Very few young girls wake up and think of diving as a suitable career path, but for Roxanne Ross Manikkam, who is making waves in an industry fiercely dominated by men, her passion was ignited at a young age. IOL Education’s Se-Anne Rall chatted to Roxanne to find out more about her job.
SR: Name and job title please?
RRM: Roxanne Ross Manikkam, currently employed at Transnet (TNPA) as a technical supervisor in the Building and Marine Infrastructure Department: Contracts Section.
SR: What ignited your passion for your work?
RRM: I think many things ignited my passion for my line of work from a young age. I am always looking to challenge myself and learn new things that will bring a change to my life and others. Having an unorthodox mentality also contributed to getting me thus far in my field, especially being dominated by males, I had to make sure that I had tough skin to withstand any opposition and break stereotypes in the process.
I am also committed to performing my job well and therefore I love meeting all the new and old requirements which will enhance my performance for my work. That’s what sets apart my passion.
SR: What/where did you study?
RRM: To become a commercial diver I had to undergo a diving medical at a diving doctor. Once I passed that, I had done my research beforehand and looked for a reputable long-standing diving school with relevant IMCA accreditation. Professional Diving Centre (known as PDC, owned by experienced commercial diver Grant Jameson) checked all the boxes. Having a technical background, qualification and exposure on the port helped me better understand the technical aspect of things for becoming a commercial diver for work that needed to be performed.
SR: Take us through a “typical day” in your line of work.
RRM: Currently working as a technical supervisor, managing my time is very important, so I like to start my day quite early most mornings at the office so it gives me time to prep for the day ahead. Each day is not always the same and that’s what I love about my job as there is not always a “typical day” at the office. I usually answer my emails while I am very alert and fresh as I love to give my fullest, clearest attention, so I usually jump to those urgent requests. I continue with any project specifications that need approvals and proofreading.
My day normally entails ongoing building and marine infrastructure inspections on the port and making sure quality standards are met. Together with my inspections, I have to make sure and maintain that a safe working environment for subordinates and those around them in accordance with the Safety Health and Environmental Act is kept and met. I have to control information, documentation and reports pertaining to my inspections and keep records for feedback management meetings when required.

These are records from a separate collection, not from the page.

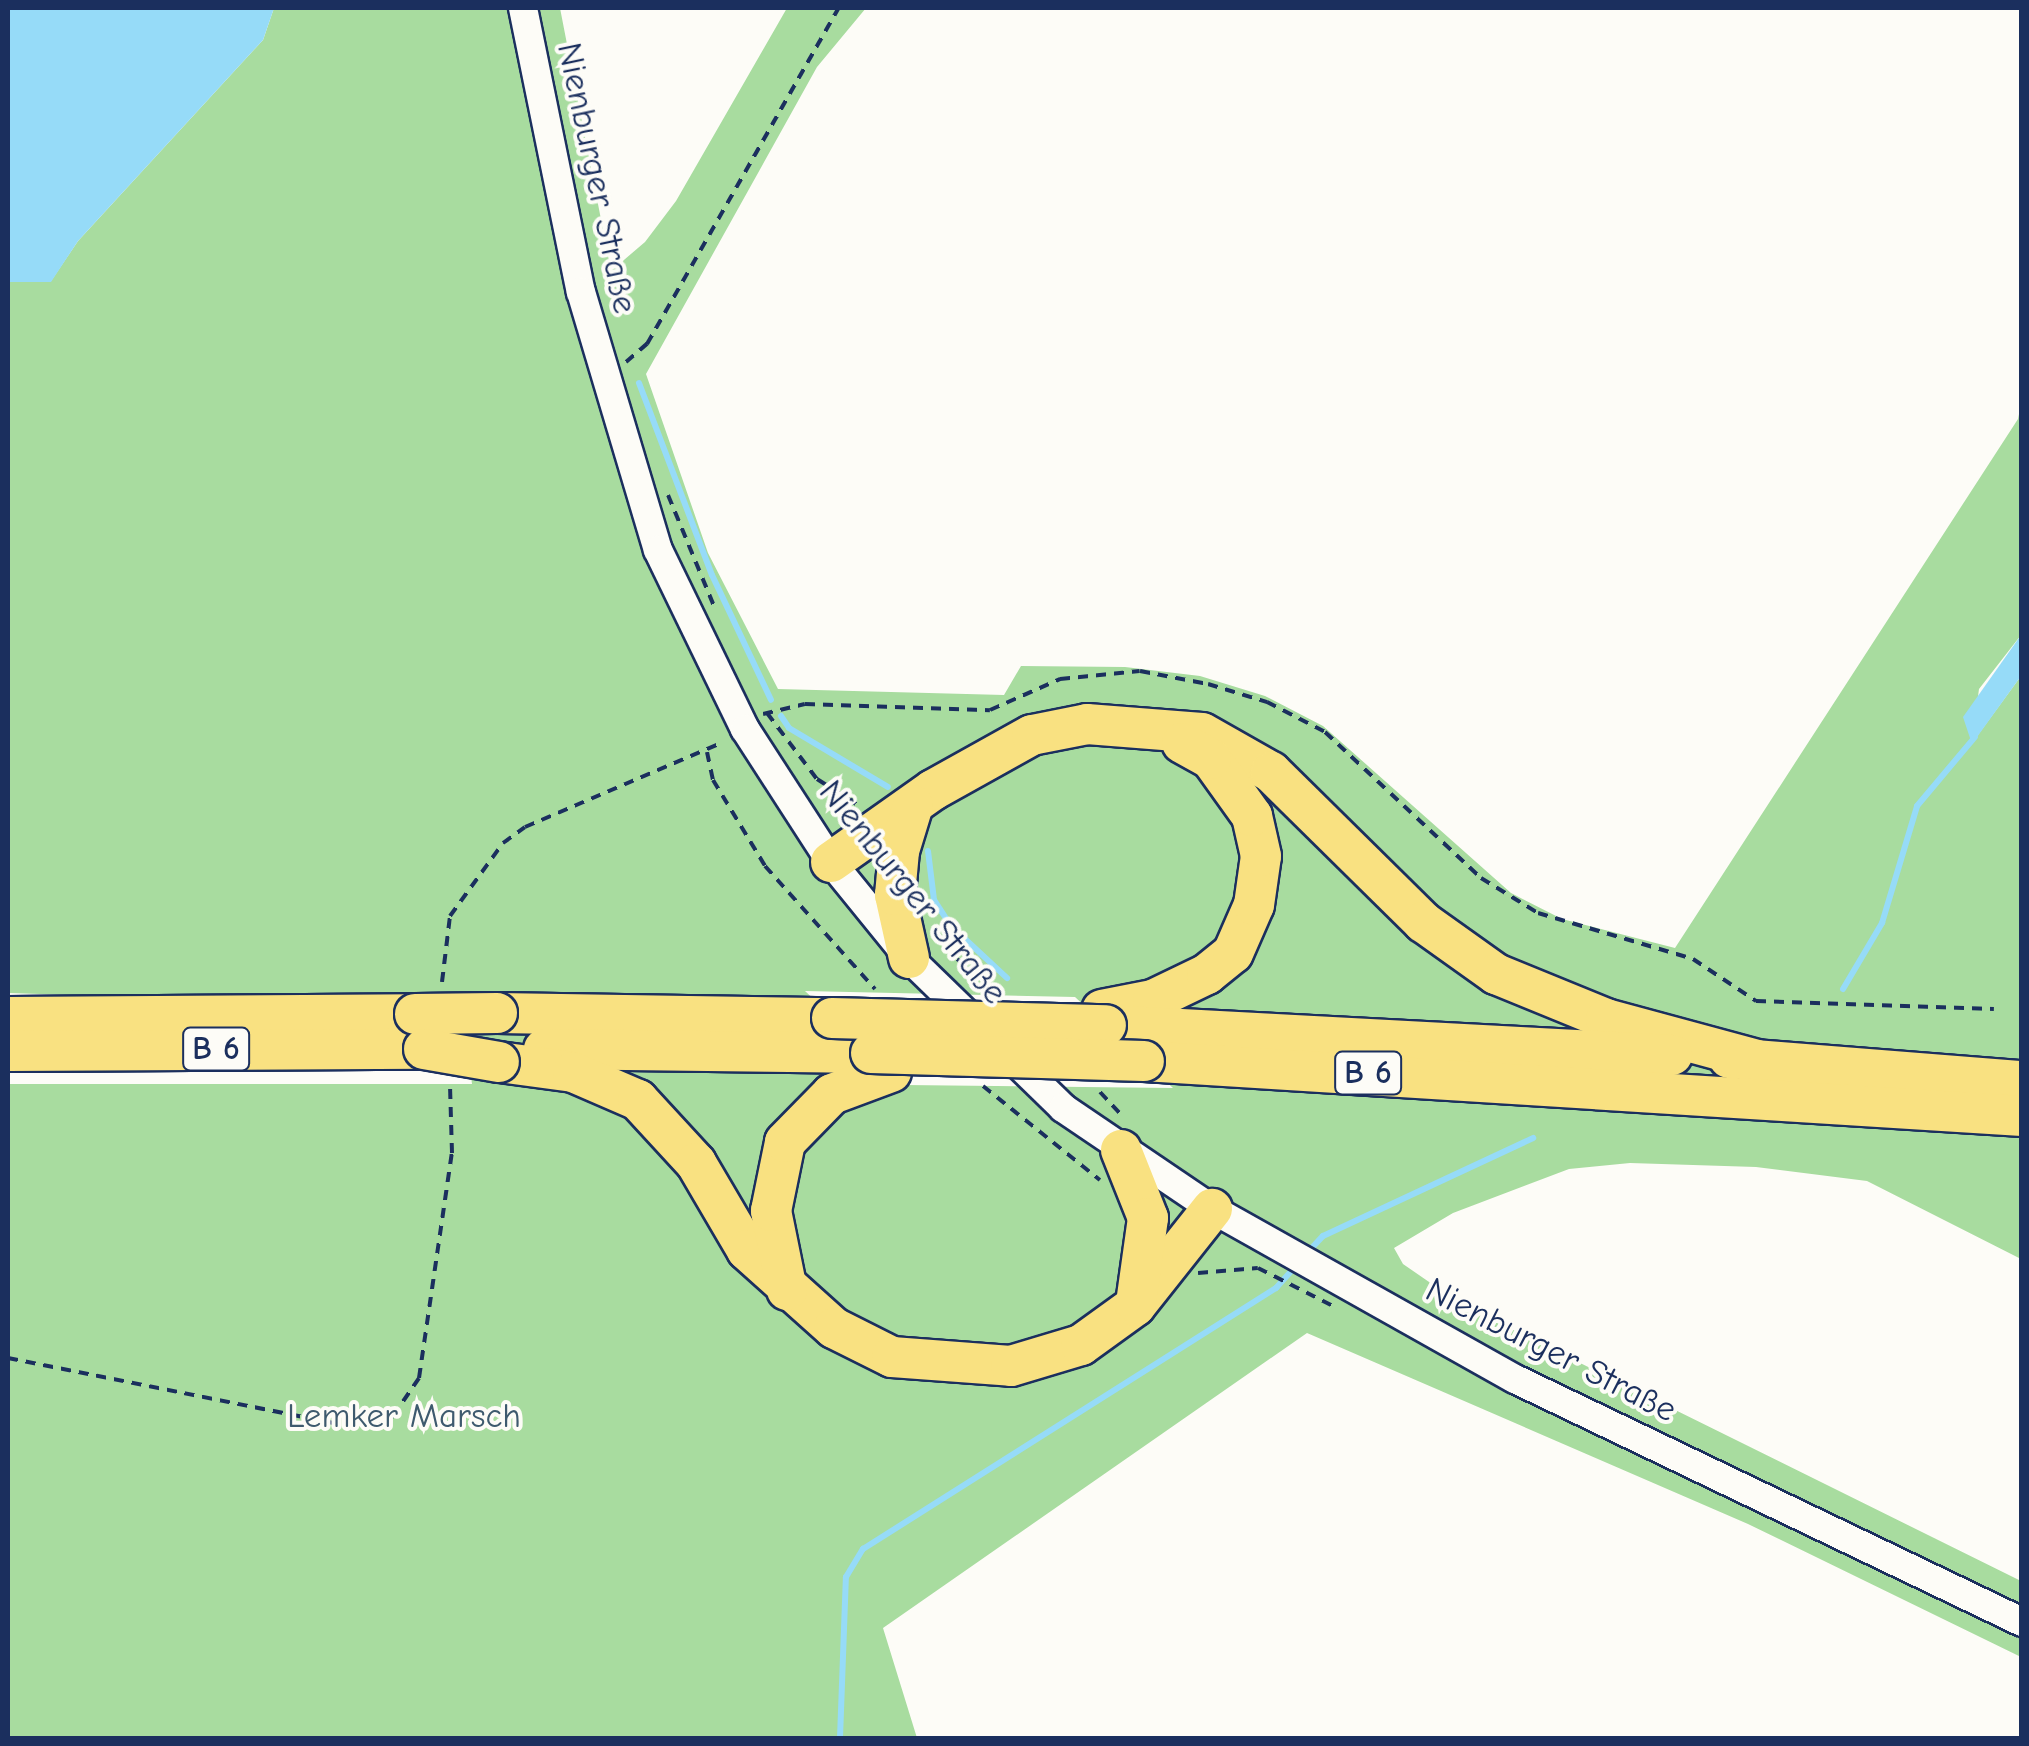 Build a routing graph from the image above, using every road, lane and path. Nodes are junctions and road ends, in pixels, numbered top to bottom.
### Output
1 (523, 8) edge
2 (840, 8) edge
3 (620, 366) dead end
4 (665, 486) dead end
5 (718, 614) dead end
6 (755, 720) junction
7 (1147, 724) junction
8 (914, 805) junction
9 (882, 829) junction
10 (831, 862) junction
11 (931, 924) dead end
12 (909, 958) junction
13 (441, 991) dead end
14 (1994, 1009) dead end
15 (8, 1017) edge
16 (1099, 1019) junction
17 (1001, 1024) junction
18 (498, 1042) junction
19 (8, 1051) edge
20 (1757, 1060) junction
21 (436, 1062) junction
22 (881, 1062) junction
23 (1093, 1080) dead end
24 (2022, 1081) edge
25 (2022, 1116) edge
26 (1126, 1137) junction
27 (1212, 1209) junction
28 (787, 1290) junction
29 (1136, 1306) junction
30 (8, 1358) edge
31 (2022, 1622) edge

1 - 6 street, Nienburger Straße
2 - 3 path
4 - 5 path
6 - 9 path
6 - 10 street, Nienburger Straße
6 - 13 path
6 - 14 path
7 - 8 highway
7 - 16 highway
7 - 20 highway
8 - 9 highway
8 - 12 highway
9 - 10 highway
10 - 12 street, Nienburger Straße
11 - 17 path
12 - 26 street, Nienburger Straße
15 - 18 highway, B 6, bridge
16 - 17 highway, B 6, bridge
16 - 20 highway, B 6
17 - 18 highway, B 6, bridge
17 - 22 highway, B 6, bridge
17 - 25 highway, B 6, bridge
18 - 21 highway, bridge
18 - 22 highway, B 6
18 - 28 highway
19 - 21 highway, B 6
20 - 24 highway, B 6
21 - 30 path
22 - 28 highway
23 - 26 path
26 - 27 street, Nienburger Straße
26 - 29 highway
27 - 29 highway
27 - 31 street, Nienburger Straße
28 - 29 highway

SR: What are some of the projects you've worked on?
RRM: Currently I supervise/manage building and marine infrastructure projects, which include a three-year project for the stormwater reticulation system around the Port of Durban, a three-year project for desludging of septic tanks around the Port of Durban, three-year projects for the fencing around the Port of Durban, renovations to buildings around the port, a three-year project to repair and clean all penstock bund valves and chambers required in Island View in the Port of Durban. These are just a few to mention but not limited.
SR: What will always be your proudest moment in your career?
RRM: Definitely becoming the first female commercial diver ever produced on the Port of Durban in more than a century and a half of its history has been my proudest moment in my career thus far.
SR: What will always be one of your lowest moments in your career?
RRM: Looking back, what I thought was my lowest moment in my career worked out now the way it needed to even though back then it surely didn’t feel like it. Applying for a position that I really wanted at that time and the only position I knew and felt was meant for me and not getting it felt rather low and disappointing.
I smile now thinking about it as that setback became my biggest comeback and timing has never felt more right.
One of my biggest career lessons was learnt through that experience.
I saw a quote that reads: “What’s meant for you will never miss you, and that which misses you was never meant for you.” There is some truth in that, but my younger self back then would not have seen that as I do now.
SR: What are some of the challenges you've had to overcome?
RRM: During my training I had to overcome male mindsets and a particular “naysayer”.
Challenging myself was another aspect as this was a completely new field that I was going into, so I had to challenge my own mind and body to fall in line with what I set myself to accomplish.
SR: How do you find the inspiration to continue despite the challenges?
RRM: Having my “Maverick Manikkam” character built within me, that unorthodox mentality keeps me going. Also knowing that after it all there will be rewards and knowing that there is a younger generation looking at us makes it all worth it.
SR: Tips of someone reading this who would like to be where you are one day?
RRM: There were many ingredients or aspects that brought me thus far and I am sure these can help those reading. Some were learnt very early and some not so early to me. It includes, but not limited to:
- Never give up on your goals and dreams and working towards them.
- Take risks. I took some risks along the way. They were calculated ones that required me to never be afraid to try new challenges no matter my gender or creed because that will eventually push me into my destiny, which it has.
- Hard work works, and never think the easy way out is best.
- Pray, stay humble and grateful no matter the outcome.